Em muitos lugares os assentados ganharam reconhecimento social e político pelos demais setores sociais, superando uma tensão inicial, muitas vezes marcada por uma visão de que os assentados eram “forasteiros” ou “arruaceiros”, em especial nas áreas onde os assentamentos foram resultado de ocupações de terra. Em alguns casos, os assentamentos chegam a ser vislumbrados por parte da população como uma saída para a “crise” da agricultura local.

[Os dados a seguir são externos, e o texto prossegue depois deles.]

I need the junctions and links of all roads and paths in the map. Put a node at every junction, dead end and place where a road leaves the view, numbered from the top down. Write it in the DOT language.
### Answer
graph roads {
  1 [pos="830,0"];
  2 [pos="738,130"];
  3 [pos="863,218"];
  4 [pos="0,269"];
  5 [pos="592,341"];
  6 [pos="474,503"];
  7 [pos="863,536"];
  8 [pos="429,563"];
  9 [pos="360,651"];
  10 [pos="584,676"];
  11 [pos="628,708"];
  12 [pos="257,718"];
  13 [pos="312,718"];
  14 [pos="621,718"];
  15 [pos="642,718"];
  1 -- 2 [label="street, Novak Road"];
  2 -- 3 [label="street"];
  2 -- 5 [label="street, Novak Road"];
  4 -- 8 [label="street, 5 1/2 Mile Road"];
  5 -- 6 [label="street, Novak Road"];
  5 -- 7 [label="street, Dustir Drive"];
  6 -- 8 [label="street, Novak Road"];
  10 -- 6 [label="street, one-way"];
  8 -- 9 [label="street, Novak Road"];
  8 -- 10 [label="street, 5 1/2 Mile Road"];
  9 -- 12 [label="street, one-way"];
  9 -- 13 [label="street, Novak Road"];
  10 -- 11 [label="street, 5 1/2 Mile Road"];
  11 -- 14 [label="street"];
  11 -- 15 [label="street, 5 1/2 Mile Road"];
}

Para além das questões econômicas, criam-se novos atores sociais e resgata-se a dignidade de uma população historicamente excluída. Foram comuns os depoimentos sobre o sentido do ser assentado, em especial (embora não exclusivamente) nas áreas onde predominaram as monoculturas e as relações de poder que as marcam. Não pagar renda da terra, deixar de ser “escravo”, sentir-se “liberto” e capacitado a controlar sua vida, foram elementos recorrentes na fala dos assentados, quando contrastam seu passado com seu presente.

Por mais que este seja prenhe de dificuldades, o acesso à terra provocou em muitos casos rupturas e uma sensação nítida de melhora em relação ao passado: ao comparar suas condições de vida antes do assentamentos com as atuais, 91% dos assentados entrevistados consideraram que suas vidas melhoraram e 87% acreditam que o futuro será melhor, apontando um quadro de esperança que tem no acesso à terra uma perspectiva de estabilidade a longo prazo.

Este artigo sintetiza algumas conclusões da pesquisa Impactos regionais da reforma agrária: um estudo a partir de áreas selecionadas, realizada entre janeiro de 2000 e dezembro de 2001, pelo CPDA/UFRRJ (Curso de Pós-Graduação em Desenvolvimento, Agricultura e Sociedade, da Universidade Federal Rural do Rio de Janeiro) e pelo Nuap/PPGAS/MN/UFRJ (Núcleo de Antropologia da Política, do Programa de Pós-Graduação em Antropologia Social/Museu Nacional/Universidade Federal do Rio de Janeiro), com financiamento do Nead/IICA. Os autores foram os coordenadores nacionais da pesquisa, que contou com a participação de equipes de investigadores nas regiões estudadas. Os resultados finais estão publicados no livro Impactos dos assentamentos: um estudo sobre o meio rural brasileiro, editado em abril de 2004 pela editora da Unesp e pelo Nead.